Gloves off in Lebanon

New clashes between the government and Hizbullah

Lebanon has taken another lurch towards civil war, following the most serious conflict thus far between the government of Fouad Siniora, the Western-backed prime minister, and the opposition, which is led by Hizbullah, the Shia political and military movement backed by Iran and Syria. Developments in Lebanon could have significant regional implications, as any move by Hizbullah to extend its physical control over large parts of the country, notably including Beirut's international airport, would be likely to elicit a strong reaction from Israel and from pro-Western Arab states. Hizbullah's leader, Sayed Hassan Nasrallah, has reiterated his assurance that the group will not use its weapons against other Lebanese parties, but the scope for any political resolution of the conflict has perceptibly narrowed.

Hizbullah and its principal ally, the Free Patriotic Movement (FPM) of Michel Aoun, a Christian former army commander, started their campaign against the Siniora government at the end of 2006, with the ostensible aim of forcing a redistribution of executive power in favour of the parliamentary minority.

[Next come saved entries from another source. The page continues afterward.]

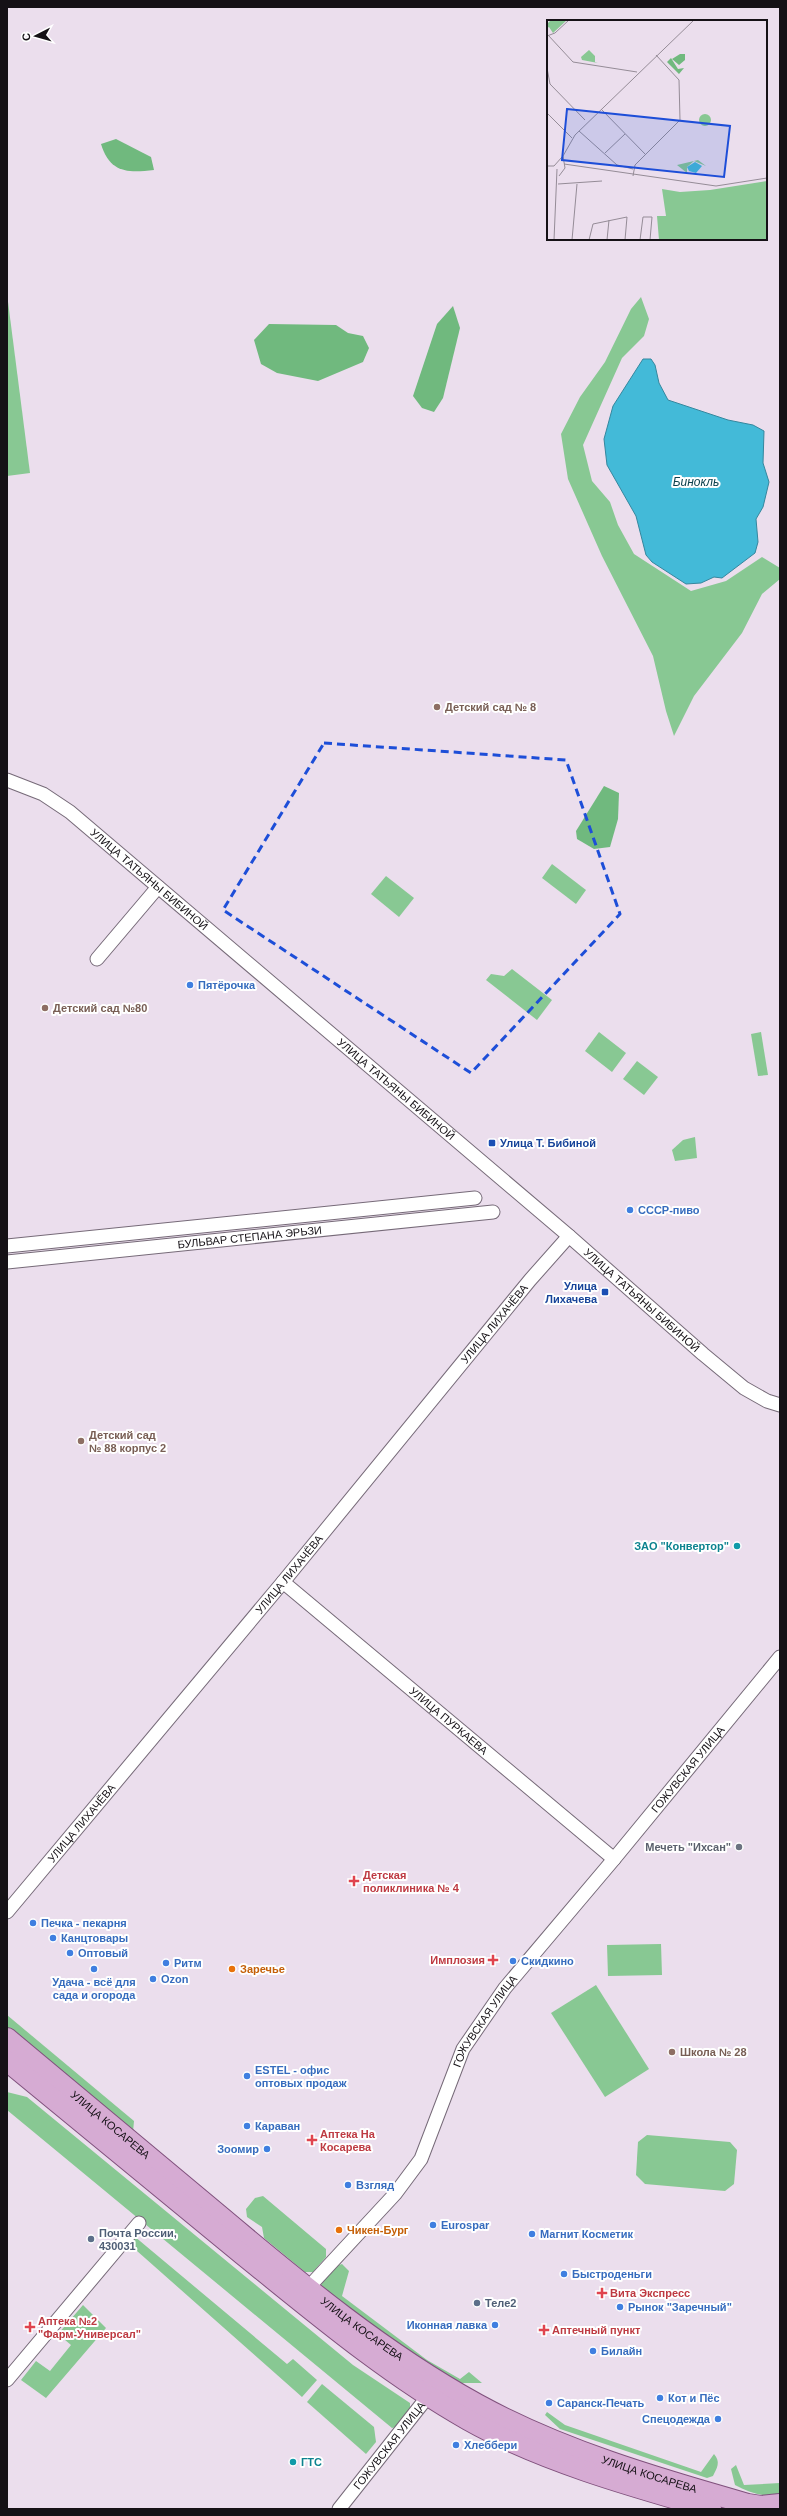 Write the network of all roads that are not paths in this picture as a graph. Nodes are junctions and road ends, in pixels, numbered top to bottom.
1 (7, 780) edge
2 (158, 887) junction
3 (97, 959) dead end
4 (475, 1198) dead end
5 (493, 1212) dead end
6 (570, 1236) junction
7 (7, 1246) edge
8 (7, 1262) edge
9 (780, 1404) edge
10 (283, 1582) junction
11 (780, 1657) edge
12 (614, 1859) junction
13 (7, 1912) edge
14 (7, 2038) edge
15 (7, 2061) edge
16 (139, 2223) dead end
17 (307, 2289) junction
18 (7, 2380) edge
19 (434, 2388) junction
20 (780, 2504) edge
21 (339, 2509) edge
22 (710, 2509) edge

1 - 2 street, УЛИЦА ТАТЬЯНЫ БИБИНОЙ
2 - 3 street
2 - 6 street, УЛИЦА ТАТЬЯНЫ БИБИНОЙ
4 - 7 street, БУЛЬВАР СТЕПАНА ЭРЬЗИ
5 - 8 street, БУЛЬВАР СТЕПАНА ЭРЬЗИ
6 - 9 street, УЛИЦА ТАТЬЯНЫ БИБИНОЙ
6 - 10 street, УЛИЦА ЛИХАЧЁВА
10 - 12 street, УЛИЦА ПУРКАЕВА
10 - 13 street, УЛИЦА ЛИХАЧЁВА
11 - 12 street, ГОЖУВСКАЯ УЛИЦА
12 - 17 street, ГОЖУВСКАЯ УЛИЦА
14 - 17 main road, УЛИЦА КОСАРЕВА
15 - 19 main road, УЛИЦА КОСАРЕВА
16 - 18 street
17 - 19 main road, УЛИЦА КОСАРЕВА
19 - 20 main road, УЛИЦА КОСАРЕВА
19 - 21 street, ГОЖУВСКАЯ УЛИЦА
19 - 22 main road, УЛИЦА КОСАРЕВА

Behind this argument about cabinet seats lay a number of bigger questions: the position of the Shia in the Lebanese political system; the role of Hizbullah's armed forces; Syria's interest in reasserting control over Lebanon and in subverting the operations of the tribunal on the assassination of Rafiq al-Hariri, a former prime minister; and Iran's ability to project its influence through regional allies. ...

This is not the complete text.